Chalcogen-alkynes: Synthesis and application in multicomponent reactions to achieve quinolines, propargyl amines and vinyl β-borylated esters

Chalcogen-alkynes had shown a high regioselectivity and proven that they are versatile intermediaries. Methodologies were developed to obtain internal and terminal chalcogen alkynes containing sulfur, selenium and tellurium, as well as aryl and alkyl groups. These compounds were used in the synthesis of 4-chalcogen-quinolines, chalcogen-propargyl amines and vinyl β-borylated chalcogen esters. Chalcogen-quinolines derivatives both 2,4 disubstituted (28 examples, 15-69%) and 2,3,4-trisubstituted (13 examples, 20-62%) good yields were obtained, as well as their functionalizations have been successfully described.
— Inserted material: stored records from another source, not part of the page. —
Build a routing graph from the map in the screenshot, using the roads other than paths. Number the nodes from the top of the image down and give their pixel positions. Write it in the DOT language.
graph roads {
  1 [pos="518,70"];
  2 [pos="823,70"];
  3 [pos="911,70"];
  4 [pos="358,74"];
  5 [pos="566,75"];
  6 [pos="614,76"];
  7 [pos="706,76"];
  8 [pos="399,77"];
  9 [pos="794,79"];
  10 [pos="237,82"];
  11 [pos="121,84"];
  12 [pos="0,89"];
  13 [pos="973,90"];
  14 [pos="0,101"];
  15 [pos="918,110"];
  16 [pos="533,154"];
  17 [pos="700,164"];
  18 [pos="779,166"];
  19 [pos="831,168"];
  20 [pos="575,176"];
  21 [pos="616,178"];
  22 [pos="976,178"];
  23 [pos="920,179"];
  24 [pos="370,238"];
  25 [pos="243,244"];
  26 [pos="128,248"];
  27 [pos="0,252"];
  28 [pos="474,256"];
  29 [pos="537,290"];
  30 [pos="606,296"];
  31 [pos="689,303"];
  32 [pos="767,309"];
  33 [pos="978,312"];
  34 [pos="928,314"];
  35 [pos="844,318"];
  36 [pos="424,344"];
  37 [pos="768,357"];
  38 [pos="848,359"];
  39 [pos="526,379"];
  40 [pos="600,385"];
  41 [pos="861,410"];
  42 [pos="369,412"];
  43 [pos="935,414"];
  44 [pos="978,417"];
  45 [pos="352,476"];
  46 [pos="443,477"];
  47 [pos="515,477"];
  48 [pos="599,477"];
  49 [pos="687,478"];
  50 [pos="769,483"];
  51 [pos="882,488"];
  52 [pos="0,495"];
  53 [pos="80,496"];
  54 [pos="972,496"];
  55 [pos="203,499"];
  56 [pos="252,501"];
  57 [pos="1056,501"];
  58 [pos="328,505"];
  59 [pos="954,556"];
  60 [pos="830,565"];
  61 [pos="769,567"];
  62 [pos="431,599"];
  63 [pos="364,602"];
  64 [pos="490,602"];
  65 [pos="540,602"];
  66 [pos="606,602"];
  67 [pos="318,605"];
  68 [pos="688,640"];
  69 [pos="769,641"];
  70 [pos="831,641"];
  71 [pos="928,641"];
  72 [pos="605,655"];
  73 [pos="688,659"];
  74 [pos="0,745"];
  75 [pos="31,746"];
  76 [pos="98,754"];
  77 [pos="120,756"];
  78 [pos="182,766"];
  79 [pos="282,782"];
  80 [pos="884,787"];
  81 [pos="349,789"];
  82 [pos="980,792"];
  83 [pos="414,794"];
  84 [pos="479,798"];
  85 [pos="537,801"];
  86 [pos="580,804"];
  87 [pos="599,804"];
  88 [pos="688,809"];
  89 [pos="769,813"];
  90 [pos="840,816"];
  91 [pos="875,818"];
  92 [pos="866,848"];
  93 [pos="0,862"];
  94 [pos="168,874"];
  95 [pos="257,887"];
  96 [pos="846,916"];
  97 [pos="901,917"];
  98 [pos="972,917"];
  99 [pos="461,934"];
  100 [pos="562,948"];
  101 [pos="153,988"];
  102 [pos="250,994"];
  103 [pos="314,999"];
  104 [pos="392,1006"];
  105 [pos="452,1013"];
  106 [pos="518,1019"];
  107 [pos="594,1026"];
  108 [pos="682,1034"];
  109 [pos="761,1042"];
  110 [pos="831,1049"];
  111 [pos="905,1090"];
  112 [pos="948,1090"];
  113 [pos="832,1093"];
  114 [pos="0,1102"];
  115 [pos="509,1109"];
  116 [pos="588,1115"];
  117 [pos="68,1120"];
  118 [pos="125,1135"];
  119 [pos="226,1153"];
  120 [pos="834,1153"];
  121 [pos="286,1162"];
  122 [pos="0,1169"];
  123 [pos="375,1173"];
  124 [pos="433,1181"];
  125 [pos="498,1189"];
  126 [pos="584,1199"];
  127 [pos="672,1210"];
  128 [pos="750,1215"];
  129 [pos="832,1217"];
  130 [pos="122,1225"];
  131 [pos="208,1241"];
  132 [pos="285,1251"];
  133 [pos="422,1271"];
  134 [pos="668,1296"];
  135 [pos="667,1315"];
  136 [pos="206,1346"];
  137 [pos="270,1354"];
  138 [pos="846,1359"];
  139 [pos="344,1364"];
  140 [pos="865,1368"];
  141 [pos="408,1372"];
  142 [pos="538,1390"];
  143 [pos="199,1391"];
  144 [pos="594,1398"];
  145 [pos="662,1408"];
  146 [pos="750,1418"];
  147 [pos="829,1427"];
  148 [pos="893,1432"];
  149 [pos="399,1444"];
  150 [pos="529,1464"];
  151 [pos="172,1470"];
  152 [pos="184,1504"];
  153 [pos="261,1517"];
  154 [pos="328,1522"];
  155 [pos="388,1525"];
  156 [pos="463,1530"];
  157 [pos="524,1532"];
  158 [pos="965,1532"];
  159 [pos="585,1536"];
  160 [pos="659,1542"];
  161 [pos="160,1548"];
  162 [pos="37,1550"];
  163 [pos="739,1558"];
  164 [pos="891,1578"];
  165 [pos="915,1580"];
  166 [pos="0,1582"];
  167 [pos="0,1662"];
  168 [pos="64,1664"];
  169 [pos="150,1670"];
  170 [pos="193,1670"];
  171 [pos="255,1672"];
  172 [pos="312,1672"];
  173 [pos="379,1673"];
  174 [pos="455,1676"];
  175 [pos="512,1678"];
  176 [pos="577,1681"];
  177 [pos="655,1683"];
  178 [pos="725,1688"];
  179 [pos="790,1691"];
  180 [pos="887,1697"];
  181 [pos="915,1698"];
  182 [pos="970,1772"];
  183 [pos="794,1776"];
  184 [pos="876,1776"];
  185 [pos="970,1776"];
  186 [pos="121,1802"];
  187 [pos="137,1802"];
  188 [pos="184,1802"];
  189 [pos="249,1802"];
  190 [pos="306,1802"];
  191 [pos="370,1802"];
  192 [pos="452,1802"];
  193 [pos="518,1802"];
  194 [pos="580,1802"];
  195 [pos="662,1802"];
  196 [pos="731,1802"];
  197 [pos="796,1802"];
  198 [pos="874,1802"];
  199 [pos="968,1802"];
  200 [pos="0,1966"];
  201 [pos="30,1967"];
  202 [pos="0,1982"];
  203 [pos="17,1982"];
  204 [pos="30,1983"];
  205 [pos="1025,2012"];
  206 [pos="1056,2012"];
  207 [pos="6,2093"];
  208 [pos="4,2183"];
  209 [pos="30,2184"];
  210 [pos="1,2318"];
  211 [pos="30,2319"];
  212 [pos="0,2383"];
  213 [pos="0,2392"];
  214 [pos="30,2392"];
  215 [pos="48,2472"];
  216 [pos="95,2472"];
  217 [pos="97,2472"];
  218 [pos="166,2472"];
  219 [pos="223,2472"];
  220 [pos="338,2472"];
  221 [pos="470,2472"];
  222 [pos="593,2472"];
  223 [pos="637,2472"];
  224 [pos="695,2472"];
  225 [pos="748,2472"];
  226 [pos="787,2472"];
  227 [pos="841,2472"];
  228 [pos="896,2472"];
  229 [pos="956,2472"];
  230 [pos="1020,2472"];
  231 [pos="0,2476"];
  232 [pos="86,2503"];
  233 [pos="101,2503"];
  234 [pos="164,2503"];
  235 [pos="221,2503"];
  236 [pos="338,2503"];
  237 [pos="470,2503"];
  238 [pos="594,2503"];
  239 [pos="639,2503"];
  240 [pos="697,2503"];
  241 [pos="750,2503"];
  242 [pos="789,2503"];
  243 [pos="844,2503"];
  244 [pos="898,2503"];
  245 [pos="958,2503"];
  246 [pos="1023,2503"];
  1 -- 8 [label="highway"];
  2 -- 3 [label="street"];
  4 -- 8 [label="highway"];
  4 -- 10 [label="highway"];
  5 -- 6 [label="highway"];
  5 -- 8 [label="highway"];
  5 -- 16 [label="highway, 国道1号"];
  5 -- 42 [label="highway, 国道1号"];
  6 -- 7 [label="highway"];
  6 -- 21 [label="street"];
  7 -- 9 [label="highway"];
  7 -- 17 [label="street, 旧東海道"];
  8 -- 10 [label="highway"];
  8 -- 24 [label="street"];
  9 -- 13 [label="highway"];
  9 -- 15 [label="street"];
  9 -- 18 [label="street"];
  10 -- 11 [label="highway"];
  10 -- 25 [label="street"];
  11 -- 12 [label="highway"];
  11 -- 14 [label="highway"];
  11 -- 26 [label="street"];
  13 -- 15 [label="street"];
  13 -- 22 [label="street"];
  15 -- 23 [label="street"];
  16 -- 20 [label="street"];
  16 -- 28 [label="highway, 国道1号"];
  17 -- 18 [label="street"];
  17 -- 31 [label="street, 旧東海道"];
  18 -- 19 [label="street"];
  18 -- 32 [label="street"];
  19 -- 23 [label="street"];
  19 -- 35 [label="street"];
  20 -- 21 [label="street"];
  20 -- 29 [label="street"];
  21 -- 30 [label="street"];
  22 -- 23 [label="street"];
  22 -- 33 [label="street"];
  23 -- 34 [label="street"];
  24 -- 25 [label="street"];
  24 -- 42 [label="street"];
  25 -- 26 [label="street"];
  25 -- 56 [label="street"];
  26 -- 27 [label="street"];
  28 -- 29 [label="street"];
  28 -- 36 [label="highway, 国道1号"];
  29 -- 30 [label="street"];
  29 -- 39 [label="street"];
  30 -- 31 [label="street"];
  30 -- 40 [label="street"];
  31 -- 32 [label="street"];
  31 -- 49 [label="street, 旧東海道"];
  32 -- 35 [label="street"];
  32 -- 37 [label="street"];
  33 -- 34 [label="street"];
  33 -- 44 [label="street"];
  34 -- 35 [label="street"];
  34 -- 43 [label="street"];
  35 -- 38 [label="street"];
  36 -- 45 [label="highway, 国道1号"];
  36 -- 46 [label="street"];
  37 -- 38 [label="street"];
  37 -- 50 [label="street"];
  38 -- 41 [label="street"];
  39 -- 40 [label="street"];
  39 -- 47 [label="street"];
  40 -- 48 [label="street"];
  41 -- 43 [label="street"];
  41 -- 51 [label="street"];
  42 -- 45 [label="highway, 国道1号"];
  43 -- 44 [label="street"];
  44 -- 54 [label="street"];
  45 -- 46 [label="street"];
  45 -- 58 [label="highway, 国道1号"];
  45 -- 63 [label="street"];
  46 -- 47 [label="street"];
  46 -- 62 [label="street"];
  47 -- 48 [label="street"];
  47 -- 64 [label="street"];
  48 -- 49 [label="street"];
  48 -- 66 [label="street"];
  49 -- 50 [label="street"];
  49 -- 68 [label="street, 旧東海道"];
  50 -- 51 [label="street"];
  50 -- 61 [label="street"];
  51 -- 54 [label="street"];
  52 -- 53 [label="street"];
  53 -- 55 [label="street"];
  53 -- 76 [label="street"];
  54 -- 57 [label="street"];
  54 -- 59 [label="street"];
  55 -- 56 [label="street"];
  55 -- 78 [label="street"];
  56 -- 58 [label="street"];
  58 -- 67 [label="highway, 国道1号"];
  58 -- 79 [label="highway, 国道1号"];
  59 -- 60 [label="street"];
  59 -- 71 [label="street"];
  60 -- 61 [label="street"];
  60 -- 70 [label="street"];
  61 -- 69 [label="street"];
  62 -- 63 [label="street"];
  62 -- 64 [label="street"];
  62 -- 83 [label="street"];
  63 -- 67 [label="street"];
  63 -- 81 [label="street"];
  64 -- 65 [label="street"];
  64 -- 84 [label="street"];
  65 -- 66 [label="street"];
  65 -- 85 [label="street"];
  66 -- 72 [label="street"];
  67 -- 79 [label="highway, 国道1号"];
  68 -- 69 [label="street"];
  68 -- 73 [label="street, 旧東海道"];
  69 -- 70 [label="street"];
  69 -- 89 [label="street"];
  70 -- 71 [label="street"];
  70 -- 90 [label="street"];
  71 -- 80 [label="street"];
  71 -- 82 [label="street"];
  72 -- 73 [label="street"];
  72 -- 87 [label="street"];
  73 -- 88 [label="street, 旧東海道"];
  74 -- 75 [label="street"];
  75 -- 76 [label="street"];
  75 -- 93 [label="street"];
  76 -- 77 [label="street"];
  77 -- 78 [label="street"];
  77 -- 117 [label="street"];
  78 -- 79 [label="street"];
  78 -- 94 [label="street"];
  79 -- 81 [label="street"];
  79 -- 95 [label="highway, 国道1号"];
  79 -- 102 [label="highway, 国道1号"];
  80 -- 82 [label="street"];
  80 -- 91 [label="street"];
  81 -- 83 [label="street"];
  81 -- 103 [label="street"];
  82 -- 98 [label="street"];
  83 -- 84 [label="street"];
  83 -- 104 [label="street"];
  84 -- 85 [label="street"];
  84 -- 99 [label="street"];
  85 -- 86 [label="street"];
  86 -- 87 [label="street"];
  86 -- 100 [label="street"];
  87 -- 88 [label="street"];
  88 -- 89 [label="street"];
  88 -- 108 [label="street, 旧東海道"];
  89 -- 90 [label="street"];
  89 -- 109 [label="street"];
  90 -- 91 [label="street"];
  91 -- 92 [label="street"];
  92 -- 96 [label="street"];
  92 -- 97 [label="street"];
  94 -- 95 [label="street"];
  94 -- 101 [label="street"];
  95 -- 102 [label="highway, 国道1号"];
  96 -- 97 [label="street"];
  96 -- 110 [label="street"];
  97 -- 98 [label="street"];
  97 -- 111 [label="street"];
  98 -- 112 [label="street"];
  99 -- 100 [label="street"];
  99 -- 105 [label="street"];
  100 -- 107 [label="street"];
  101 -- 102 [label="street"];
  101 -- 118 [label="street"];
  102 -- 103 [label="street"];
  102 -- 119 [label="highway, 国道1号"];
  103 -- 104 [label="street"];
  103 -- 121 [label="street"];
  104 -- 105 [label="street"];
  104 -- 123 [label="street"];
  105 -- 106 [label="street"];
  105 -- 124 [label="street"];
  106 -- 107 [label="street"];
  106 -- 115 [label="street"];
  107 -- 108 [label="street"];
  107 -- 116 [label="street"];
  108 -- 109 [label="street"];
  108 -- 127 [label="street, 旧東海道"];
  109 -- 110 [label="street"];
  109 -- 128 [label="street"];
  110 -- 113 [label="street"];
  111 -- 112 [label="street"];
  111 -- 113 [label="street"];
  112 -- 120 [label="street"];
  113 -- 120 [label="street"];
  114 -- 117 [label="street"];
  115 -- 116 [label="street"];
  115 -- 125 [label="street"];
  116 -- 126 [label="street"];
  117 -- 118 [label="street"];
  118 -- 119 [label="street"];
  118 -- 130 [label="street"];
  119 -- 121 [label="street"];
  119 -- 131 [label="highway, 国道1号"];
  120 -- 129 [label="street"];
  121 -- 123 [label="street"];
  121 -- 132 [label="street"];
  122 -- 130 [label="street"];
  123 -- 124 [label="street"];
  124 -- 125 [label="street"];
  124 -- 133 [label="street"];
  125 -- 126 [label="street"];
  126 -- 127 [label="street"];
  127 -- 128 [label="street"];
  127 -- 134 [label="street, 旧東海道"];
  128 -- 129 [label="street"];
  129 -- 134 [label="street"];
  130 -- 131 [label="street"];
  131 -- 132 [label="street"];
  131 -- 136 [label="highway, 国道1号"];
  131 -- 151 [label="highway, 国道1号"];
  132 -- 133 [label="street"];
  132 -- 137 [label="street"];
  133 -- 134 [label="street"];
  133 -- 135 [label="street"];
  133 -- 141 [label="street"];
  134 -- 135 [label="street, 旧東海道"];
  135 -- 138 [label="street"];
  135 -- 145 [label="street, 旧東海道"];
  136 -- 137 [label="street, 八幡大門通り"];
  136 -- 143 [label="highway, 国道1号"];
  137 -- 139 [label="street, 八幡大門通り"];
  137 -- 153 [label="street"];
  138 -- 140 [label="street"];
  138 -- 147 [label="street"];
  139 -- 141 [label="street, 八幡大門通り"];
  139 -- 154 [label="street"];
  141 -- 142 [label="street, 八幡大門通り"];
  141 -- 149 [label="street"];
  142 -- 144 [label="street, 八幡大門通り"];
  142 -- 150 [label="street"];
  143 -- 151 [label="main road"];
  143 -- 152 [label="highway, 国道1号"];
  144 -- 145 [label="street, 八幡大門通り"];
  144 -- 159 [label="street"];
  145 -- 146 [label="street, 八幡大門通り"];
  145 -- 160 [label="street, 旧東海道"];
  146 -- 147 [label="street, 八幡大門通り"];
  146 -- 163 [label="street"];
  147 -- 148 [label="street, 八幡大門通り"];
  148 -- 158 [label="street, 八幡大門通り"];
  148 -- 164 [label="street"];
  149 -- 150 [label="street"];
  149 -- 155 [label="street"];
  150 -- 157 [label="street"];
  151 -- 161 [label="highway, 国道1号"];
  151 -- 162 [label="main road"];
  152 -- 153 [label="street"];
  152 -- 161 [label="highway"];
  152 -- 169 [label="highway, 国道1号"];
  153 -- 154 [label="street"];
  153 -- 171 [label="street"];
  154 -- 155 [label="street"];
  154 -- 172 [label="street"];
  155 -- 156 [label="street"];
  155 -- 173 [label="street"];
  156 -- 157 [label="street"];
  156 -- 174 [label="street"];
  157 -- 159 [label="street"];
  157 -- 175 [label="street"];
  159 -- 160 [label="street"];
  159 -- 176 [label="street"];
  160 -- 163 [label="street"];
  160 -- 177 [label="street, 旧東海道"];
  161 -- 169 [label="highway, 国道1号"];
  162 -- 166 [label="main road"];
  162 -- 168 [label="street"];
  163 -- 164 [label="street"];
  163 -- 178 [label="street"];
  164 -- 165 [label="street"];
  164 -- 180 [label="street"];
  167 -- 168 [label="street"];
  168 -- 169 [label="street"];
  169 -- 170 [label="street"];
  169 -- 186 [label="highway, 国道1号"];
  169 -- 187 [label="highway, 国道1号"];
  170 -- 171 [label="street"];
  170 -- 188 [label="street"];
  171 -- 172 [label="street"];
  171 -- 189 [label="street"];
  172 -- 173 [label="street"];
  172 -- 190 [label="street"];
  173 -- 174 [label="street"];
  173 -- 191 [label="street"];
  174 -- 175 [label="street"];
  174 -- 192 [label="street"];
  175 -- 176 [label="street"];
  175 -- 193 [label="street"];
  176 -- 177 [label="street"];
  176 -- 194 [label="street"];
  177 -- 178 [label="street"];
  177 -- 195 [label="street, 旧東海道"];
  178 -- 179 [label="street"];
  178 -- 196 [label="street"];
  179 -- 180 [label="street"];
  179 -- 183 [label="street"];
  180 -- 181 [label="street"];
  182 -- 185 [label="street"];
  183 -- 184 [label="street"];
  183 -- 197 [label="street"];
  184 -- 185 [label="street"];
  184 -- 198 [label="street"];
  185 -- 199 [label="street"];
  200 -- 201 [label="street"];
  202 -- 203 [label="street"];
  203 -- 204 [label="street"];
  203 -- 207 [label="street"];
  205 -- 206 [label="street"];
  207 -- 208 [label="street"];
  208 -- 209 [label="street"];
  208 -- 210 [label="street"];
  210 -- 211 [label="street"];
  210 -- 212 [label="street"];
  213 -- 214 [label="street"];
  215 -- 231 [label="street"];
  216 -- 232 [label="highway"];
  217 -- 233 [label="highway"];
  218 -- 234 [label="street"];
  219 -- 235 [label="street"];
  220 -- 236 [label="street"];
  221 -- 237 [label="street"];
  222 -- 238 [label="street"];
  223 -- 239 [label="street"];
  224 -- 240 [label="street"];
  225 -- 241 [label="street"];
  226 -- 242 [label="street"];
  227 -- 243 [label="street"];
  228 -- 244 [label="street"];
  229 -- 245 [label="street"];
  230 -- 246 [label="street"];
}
The 2,4-disubstituted chalcogen-quinoline libraries were submitted for antifungal and anticancer tests, and the observed results have demonstrated a promising potential. The A3-coupling for obtaining chalcogen-propargylamine (20 examples, 15-85%) has been described in use of internal chalcogen-alkyne, the desilylation reaction occurs in situ using a biocatalytic system combining CuCl and succinic acid. The chalcogen-propargylamine were functionalized employing different methodologies, such as the hydrohalogenation reaction (3 examples, 70-93%) with the subsequent coupling of Sonogashira to reach chalcogen-enynes (6 examples, 46-66%), and also in cyclization reactions with FeCl3 and diaryl dichalcogenides, for the formation of 4H-chalcogenchromenes (15 examples, 22-94%). Finally, hydroboration reactions of the internal chalcogen-alkyne were described to achieve regioselective vinyl β-borylated chalcogen esters (18 examples, 20-85%) under copper catalysis and with carbene ligands with imidazole nucleus. These ligands had allowed the obtention of products with only one isomer, thus showing their high regioselectivity. Then, the β-borylated chalcogen vinyl esters were oxidized under mild conditions to form α-chalcogen-ketones (16 examples, 43-93%), which are versatile synthetic intermediates. (AU)